Democrats' House Takeover Contains Important Messages for Both Parties

By Daily Editorials

November 8, 2018 4 min read

President Donald Trump told America to view the midterm elections as a referendum on him. On Tuesday, America did just that and pulled the U.S. House decisively out of Republican hands. At last, there will be one chamber of Congress positioned to restrain rather than enable this president's worst tendencies.

Even Republicans who won should heed the broader message the voters sent. They include Senator-elect Josh Hawley, who unseated two-term Sen. Claire McCaskill, D-Mo., with a campaign that rested largely on the twin pillars of kowtowing to Trumpism and misleading voters about health care.

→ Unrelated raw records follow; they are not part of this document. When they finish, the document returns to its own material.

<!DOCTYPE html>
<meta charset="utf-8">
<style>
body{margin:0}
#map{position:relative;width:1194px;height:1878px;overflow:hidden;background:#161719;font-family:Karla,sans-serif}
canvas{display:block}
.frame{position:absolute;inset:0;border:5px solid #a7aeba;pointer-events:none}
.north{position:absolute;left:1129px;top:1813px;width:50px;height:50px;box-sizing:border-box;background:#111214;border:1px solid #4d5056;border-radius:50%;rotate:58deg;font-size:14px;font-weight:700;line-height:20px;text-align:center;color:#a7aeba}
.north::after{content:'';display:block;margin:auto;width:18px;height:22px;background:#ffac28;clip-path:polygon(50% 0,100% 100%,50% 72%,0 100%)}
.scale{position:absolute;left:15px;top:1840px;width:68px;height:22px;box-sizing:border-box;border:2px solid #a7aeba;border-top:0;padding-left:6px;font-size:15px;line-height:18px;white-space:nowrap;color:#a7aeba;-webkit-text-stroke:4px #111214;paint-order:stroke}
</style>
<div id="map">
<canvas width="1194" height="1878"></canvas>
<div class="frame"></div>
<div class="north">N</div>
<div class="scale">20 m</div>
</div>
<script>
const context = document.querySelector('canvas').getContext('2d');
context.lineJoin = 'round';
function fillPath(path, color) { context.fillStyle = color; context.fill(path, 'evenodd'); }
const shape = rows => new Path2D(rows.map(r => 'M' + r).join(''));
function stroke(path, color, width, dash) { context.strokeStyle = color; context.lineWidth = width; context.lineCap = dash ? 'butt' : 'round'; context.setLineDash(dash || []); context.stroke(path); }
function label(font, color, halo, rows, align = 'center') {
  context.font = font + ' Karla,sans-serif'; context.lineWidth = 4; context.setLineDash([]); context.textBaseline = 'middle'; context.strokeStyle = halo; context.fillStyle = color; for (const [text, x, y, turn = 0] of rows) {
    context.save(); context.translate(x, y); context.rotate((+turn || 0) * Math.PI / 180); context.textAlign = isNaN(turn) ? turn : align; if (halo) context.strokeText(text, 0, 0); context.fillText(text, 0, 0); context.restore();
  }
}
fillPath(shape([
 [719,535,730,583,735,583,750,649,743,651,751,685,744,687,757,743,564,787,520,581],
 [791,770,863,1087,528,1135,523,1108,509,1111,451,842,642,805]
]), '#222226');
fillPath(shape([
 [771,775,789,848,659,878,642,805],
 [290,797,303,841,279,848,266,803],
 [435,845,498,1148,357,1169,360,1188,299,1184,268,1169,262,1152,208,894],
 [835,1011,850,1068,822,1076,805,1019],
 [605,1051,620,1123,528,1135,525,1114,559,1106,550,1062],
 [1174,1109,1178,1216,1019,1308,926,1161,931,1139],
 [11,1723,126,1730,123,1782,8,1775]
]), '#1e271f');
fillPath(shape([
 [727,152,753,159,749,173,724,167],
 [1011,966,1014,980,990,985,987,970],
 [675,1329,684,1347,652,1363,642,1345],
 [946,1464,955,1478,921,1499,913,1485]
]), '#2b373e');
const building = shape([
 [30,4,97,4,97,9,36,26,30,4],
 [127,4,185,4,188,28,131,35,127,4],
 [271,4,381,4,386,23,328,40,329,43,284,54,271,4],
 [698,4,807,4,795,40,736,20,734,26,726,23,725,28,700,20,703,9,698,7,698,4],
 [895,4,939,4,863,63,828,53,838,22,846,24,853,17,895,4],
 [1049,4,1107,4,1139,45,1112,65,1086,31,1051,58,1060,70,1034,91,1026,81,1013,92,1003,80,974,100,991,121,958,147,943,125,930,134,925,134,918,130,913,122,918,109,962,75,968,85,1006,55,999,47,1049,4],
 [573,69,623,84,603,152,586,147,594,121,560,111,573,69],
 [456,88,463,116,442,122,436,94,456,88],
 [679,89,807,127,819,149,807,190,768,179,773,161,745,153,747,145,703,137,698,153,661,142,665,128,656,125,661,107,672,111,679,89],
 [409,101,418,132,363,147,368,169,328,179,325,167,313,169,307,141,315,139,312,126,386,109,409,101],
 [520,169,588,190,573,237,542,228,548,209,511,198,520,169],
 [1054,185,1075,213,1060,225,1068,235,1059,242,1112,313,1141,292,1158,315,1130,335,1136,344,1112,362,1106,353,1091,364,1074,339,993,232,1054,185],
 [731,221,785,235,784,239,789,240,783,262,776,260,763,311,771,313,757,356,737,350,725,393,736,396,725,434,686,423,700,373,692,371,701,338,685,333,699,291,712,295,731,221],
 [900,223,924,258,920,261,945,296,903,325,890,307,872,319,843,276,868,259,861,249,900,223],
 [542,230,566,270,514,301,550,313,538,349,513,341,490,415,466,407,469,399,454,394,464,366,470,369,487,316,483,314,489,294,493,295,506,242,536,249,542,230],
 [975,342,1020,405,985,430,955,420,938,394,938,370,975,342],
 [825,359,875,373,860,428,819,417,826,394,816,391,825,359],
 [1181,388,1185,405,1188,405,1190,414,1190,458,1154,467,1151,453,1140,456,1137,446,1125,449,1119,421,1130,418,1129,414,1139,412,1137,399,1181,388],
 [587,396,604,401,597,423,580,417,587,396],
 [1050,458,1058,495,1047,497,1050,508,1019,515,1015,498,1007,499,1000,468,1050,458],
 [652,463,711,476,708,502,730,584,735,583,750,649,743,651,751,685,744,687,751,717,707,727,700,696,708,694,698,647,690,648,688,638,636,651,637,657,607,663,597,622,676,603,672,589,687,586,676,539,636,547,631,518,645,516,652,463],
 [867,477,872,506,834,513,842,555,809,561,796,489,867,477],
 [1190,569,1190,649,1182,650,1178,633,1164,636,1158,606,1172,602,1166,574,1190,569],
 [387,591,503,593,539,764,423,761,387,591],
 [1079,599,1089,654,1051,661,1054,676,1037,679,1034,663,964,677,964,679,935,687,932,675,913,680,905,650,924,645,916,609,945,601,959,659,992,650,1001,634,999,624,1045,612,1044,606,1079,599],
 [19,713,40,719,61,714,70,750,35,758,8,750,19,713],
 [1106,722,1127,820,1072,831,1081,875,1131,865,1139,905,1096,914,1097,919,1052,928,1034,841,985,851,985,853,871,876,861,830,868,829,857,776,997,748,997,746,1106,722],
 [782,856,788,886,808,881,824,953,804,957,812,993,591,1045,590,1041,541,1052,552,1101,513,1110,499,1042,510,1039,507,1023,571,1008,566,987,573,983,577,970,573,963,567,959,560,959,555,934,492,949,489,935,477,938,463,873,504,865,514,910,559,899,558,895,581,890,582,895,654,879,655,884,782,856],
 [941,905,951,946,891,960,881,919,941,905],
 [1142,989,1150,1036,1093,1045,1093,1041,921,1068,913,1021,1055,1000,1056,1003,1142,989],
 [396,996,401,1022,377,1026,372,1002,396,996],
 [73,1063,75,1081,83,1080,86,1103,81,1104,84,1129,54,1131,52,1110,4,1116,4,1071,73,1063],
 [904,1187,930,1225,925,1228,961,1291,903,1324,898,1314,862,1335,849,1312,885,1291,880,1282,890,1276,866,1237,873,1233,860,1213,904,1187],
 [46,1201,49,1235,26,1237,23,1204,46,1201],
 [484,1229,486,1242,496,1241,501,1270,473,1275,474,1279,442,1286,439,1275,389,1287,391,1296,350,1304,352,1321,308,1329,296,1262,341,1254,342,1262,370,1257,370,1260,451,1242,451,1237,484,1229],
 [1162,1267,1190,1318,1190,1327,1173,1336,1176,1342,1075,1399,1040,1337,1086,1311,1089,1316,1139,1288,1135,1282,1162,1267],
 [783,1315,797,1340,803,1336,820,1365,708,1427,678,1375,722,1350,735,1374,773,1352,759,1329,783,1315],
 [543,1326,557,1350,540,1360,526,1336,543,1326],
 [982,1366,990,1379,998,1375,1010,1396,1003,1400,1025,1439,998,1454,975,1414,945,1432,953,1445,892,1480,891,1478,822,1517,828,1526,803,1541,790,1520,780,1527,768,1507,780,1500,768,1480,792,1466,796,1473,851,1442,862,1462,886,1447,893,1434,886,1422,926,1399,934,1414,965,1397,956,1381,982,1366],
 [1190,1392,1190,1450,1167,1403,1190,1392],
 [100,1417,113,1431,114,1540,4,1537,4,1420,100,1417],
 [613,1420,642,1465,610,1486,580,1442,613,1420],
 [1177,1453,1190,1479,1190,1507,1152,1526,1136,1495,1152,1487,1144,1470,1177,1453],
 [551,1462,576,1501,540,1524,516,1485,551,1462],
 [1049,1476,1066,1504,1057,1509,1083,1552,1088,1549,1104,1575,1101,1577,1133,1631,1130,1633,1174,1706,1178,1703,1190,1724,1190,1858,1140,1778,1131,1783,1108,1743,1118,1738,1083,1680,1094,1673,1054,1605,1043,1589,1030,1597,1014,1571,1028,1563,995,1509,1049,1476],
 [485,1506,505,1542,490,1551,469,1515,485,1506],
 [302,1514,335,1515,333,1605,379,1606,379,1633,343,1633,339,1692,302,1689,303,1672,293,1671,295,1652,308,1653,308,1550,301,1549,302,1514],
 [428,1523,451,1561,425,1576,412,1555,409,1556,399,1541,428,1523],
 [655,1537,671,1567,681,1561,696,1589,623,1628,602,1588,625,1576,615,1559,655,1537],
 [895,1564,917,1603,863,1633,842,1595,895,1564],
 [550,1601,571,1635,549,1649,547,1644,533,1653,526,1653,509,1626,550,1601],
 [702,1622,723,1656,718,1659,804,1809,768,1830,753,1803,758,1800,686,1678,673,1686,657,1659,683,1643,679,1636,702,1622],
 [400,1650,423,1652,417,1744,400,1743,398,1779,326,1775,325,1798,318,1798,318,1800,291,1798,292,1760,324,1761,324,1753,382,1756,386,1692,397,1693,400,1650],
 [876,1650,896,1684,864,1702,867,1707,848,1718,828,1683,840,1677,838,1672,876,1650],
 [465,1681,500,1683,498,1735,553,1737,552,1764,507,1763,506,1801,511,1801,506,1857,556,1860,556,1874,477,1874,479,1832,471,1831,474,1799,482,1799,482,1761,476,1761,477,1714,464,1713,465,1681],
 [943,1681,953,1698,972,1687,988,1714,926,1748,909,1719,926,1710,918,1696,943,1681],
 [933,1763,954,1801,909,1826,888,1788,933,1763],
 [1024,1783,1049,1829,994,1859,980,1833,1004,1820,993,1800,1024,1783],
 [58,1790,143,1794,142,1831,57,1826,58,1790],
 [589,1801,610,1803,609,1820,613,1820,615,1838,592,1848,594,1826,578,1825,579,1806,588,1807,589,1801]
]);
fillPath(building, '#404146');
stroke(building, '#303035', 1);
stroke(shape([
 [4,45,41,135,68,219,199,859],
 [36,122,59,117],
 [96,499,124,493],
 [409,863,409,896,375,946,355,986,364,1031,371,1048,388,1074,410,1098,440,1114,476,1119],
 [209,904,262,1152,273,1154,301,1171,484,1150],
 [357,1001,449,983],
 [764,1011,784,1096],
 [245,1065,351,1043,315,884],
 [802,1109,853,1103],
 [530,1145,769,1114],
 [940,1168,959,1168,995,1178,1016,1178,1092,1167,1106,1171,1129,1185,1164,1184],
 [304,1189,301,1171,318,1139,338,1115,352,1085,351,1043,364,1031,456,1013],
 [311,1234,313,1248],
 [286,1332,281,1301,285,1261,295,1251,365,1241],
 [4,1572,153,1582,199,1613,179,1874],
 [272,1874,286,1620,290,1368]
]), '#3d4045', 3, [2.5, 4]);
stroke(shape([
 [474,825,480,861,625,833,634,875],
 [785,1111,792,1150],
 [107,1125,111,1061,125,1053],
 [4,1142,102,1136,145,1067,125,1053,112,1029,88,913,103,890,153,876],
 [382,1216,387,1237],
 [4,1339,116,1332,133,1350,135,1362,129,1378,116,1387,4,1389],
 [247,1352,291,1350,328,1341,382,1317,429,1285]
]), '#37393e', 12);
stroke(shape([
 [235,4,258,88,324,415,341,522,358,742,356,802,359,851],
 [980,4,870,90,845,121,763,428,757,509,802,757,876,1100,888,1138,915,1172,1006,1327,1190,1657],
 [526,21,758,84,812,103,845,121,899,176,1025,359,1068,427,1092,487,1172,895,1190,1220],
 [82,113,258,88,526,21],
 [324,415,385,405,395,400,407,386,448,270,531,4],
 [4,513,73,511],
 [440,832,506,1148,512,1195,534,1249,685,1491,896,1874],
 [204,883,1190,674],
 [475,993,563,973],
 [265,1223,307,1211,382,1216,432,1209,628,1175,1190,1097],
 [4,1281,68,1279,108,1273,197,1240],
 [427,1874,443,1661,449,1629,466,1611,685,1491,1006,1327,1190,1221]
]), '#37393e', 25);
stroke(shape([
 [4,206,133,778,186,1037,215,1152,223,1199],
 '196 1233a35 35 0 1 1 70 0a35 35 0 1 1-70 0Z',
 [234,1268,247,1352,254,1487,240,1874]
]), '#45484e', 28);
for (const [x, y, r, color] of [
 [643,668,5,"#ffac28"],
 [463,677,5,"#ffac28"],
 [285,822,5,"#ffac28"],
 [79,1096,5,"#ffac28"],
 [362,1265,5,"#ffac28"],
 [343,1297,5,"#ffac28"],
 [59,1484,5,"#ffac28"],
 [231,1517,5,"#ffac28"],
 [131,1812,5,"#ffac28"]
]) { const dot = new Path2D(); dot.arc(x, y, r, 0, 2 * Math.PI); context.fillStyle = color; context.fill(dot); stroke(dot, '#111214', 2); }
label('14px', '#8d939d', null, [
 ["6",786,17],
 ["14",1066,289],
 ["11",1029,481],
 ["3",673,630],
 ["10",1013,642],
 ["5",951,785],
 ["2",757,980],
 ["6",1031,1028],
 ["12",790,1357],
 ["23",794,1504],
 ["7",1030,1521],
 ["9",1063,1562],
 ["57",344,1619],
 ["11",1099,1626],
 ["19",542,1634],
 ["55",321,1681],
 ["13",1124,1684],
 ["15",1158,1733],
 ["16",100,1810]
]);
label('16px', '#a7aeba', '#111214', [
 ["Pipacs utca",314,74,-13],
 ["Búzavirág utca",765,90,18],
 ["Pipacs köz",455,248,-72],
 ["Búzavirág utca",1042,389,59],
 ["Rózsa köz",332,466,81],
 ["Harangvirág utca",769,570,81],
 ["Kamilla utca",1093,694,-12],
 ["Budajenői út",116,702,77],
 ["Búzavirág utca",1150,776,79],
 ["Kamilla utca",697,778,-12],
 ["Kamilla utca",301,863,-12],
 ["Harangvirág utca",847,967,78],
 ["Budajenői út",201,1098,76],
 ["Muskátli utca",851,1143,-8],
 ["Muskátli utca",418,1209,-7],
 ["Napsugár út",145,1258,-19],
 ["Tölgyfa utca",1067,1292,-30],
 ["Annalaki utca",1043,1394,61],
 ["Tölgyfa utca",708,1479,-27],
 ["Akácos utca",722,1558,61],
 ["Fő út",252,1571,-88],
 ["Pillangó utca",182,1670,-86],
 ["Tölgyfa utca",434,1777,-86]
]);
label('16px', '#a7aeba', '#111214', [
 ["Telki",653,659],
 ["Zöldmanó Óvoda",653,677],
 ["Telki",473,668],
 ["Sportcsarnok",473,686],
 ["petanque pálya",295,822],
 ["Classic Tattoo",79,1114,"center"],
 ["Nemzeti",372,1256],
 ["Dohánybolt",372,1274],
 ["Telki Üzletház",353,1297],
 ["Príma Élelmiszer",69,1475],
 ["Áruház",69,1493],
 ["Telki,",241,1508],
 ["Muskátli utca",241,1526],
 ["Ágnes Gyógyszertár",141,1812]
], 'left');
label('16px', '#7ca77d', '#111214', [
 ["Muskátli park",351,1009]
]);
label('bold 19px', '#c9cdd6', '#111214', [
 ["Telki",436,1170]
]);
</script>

We (the St. Louis Post-Dispatch) opposed Hawley's candidacy because he has failed to call out Trump's egregious behavior, whether it was the president's shameful apathy toward the murderous racism on display in Charlottesville, or his shameless siding with Russian President Vladimir Putin over U.S. intelligence during their Helsinki summit or his repugnant midterm strategy to portray a Central American migrant caravan as an "invasion." Hawley himself garnered well-deserved national scorn for claiming to be a protector of people with pre-existing medical conditions while suing to dismantle their coverage.

Still, Hawley decisively won, and he has earned the chance to be a successful senator. That will require him to discover the courage that eluded him as a candidate and stand up to this president when he knows he's wrong.

The new House Democratic majority, meanwhile, shouldn't view its victory as a license to engage in scorched-earth partisanship. Voters are as tired of that as they are of Trump's antics. Democrats' mandate is to behave like grown-ups in a room that hasn't had any for too long.

This means imposing real oversight on Trump when he threatens to erode constitutional rights, damage America's standing with allies or further interfere with the investigation of Special Prosecutor Robert Mueller — as he appeared to do Wednesday by forcing Attorney General Jeff Sessions to resign. It means preventing further sabotage of the Affordable Care Act, imposing fiscal discipline and blocking any new coddle-the-rich tax schemes. And it means promoting policy initiatives — a major infrastructure program comes to mind — on which Democrats might find bipartisan support.

It also means resisting the urge to engage in partisan stunts, such as an endless series of symbolic impeachment votes that will be dead on arrival in the Republican Senate. Democrats should use their new House majority to demonstrate that at least one of our two major parties isn't driven entirely by animus and power lust.

As for continued Republican control of the Senate: No, this wasn't a "split decision" by voters. It was widely understood that accidents of the map virtually guaranteed a GOP Senate win this year. The GOP got a reprieve, not a mandate. These next two years are the Republican Party's last chance to show America that it can rein in Trump's worst impulses and, perhaps, even work across the aisle.